I would have taken photos to share but as we were all dancing in our underwear/nappies I felt perhaps they were a little risque.
Do you recall the Seinfeld episode, the one where Elaine unwittingly humiliates herself at a work Christmas party? It turns out that everyone cleared the floor when she started dancing and the tag line was "but I love to dance". Last night the girls and I were dancing, in a state of undress, in my bedroom with some tunes from itunes playing. Our playlist of four songs worth of frenzied dancing, in case you're interested was:
Digital Love by Daft Punk
Young Folks by Peter Bjorn and John
Layla by Eric CLapton
Sound and Vision by David Bowie
After four songs I was completed knackered but felt amazing while it lasted.

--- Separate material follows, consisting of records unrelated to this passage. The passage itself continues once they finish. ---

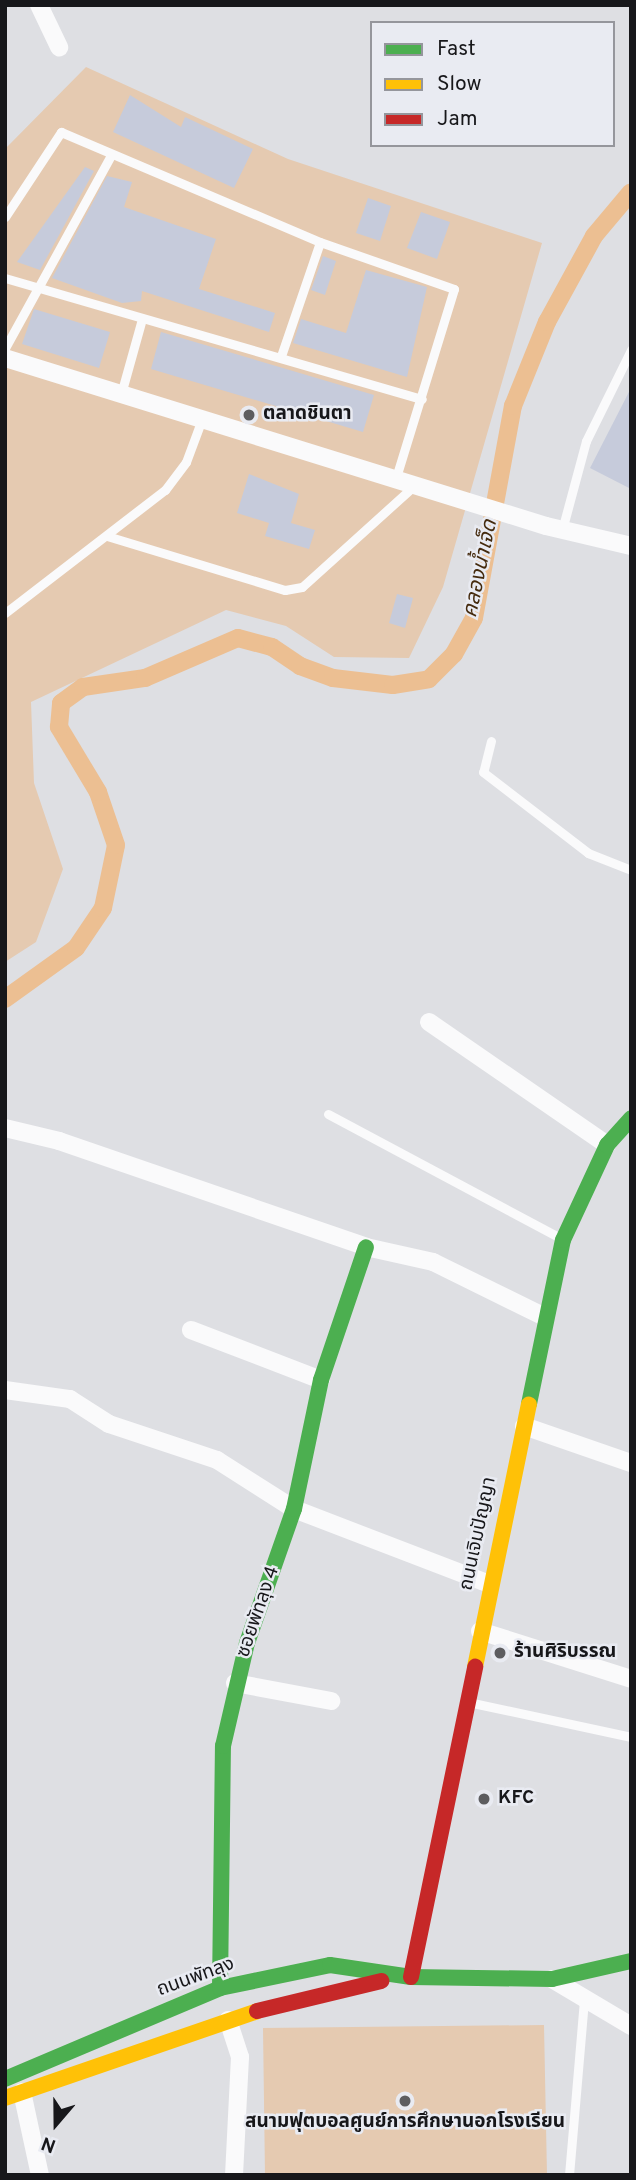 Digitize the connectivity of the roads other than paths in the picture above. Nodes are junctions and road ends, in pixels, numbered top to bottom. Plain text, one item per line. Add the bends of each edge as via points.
1 (38, 5) edge
2 (59, 47) dead end
3 (111, 155) junction
4 (5, 217) edge
5 (320, 242) junction
6 (5, 278) edge
7 (37, 286) junction
8 (142, 319) junction
9 (5, 348) edge
10 (631, 350) edge
11 (281, 356) junction
12 (5, 358) edge
13 (121, 394) junction
14 (422, 399) junction
15 (202, 418) junction
16 (396, 477) junction
17 (416, 484) junction
18 (554, 528) junction
19 (107, 536) junction
20 (631, 545) edge
21 (5, 613) edge
22 (491, 741) dead end
23 (631, 870) edge
24 (429, 1021) dead end
25 (328, 1114) dead end
26 (631, 1118) edge
27 (5, 1128) edge
28 (607, 1145) junction
29 (563, 1240) junction
30 (366, 1247) junction
31 (545, 1317) junction
32 (191, 1330) dead end
33 (321, 1380) junction
34 (5, 1390) edge
35 (524, 1426) junction
36 (631, 1463) edge
37 (294, 1509) junction
38 (489, 1584) junction
39 (480, 1631) junction
40 (631, 1679) edge
41 (235, 1683) junction
42 (331, 1701) dead end
43 (466, 1701) junction
44 (631, 1737) edge
45 (631, 1961) edge
46 (411, 1977) junction
47 (552, 1979) junction
48 (220, 1988) junction
49 (584, 2001) junction
50 (228, 2020) junction
51 (631, 2026) edge
52 (5, 2079) edge
53 (14, 2095) edge
54 (40, 2175) edge
55 (234, 2175) edge
56 (569, 2175) edge

1 - 2 street
3 - 4 lane via 61,132
3 - 5 lane
3 - 7 lane
5 - 11 lane
5 - 14 lane via 454,289
6 - 7 lane
7 - 8 lane
7 - 9 lane
8 - 11 lane
8 - 13 lane
10 - 18 lane via 586,441
11 - 14 lane
12 - 13 street
13 - 15 street
14 - 16 lane
15 - 16 street
15 - 19 lane via 186,462 164,490
16 - 17 street
17 - 18 street
17 - 19 lane via 302,587 285,590
18 - 20 street
19 - 21 lane
22 - 23 lane via 483,772 588,853
24 - 28 street
25 - 29 lane
26 - 28 street, ถนนเจิมปัญญา
27 - 30 street via 59,1141
28 - 29 street, ถนนเจิมปัญญา
29 - 31 street, ถนนเจิมปัญญา
30 - 31 street via 433,1262
30 - 33 street, ซอยพัทลุง 4
31 - 35 street, ถนนเจิมปัญญา
32 - 33 street
33 - 37 street, ซอยพัทลุง 4
34 - 37 street via 70,1399 109,1424 217,1460
35 - 36 street
35 - 38 street, ถนนเจิมปัญญา
37 - 38 street
37 - 41 street, ซอยพัทลุง 4
38 - 39 street, ถนนเจิมปัญญา
39 - 40 street
39 - 43 street, ถนนเจิมปัญญา
41 - 42 street
41 - 48 street, ซอยพัทลุง 4 via 219,1782
43 - 44 lane
43 - 46 street, ถนนเจิมปัญญา
45 - 47 street, ถนนพัทลุง
46 - 47 street, ถนนพัทลุง
46 - 48 street, ถนนพัทลุง via 330,1965
46 - 50 street, ถนนพัทลุง via 336,1988
47 - 49 street
48 - 52 street, ถนนพัทลุง
49 - 51 street
49 - 56 lane
50 - 53 street, ถนนพัทลุง
50 - 55 street via 240,2057
53 - 54 street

It was a dancing day yesterday. When Geoff and I were on the train platform going to work yesterday morning I had his ipod on and was listening to Digital Love. I don't wear those little earplug headphones well, I must have funny shaped ears as they just don't stay in. Geoff recently bought some new headphones and they have little silicon funnel shaped things on the earpieces so they really fit inside perfectly and it's complete surround sound. We were waiting on the platform and I wanted to listen to that particular song. It was a cool morning but the sun was streaming down and completely dazzling. I felt good, the music was just what I wanted to hear and I so wanted to dance on the platform, I mean full on dancing. I would have, except Geoff would have died of embarassment, I so wish I had though. It was a moment that I wanted to seize and perhaps it sounds silly that dancing in a strange situation in front of dozens of strangers was seizing the moment, but for me life was so sweet in that single moment. Do you know the feeling I mean when you travel, when you have no time commitments, when you can be where you want when you want, that feeling of invincibility that we wish we could keep in our every day life? The feeling that means you want to go on travelling forever to keep a hold of that feeling? Yesterday morning, in the sunshine, listening to that music I was flooded with memories of so many things in my life that had made me feel good, it all washed over me and the dancing, that was the outward manifestation of that joy. As it was I just jigged, to myself, it felt good and I embarassed no-one.
2 comments:
You know, even reading this post made me stop for a while and think and remember... I know exactly what you mean. I just wish such moments would come more often in life.
What a great story. I love that feeling... when your whole inside feels like it's going to burst. Sometimes I get a glimpse of it when I'm rocking out on the elliptical machine in the gym. I've come close to belting out a song. Instead I just dance with my head (and spare everyone my off-key voice!).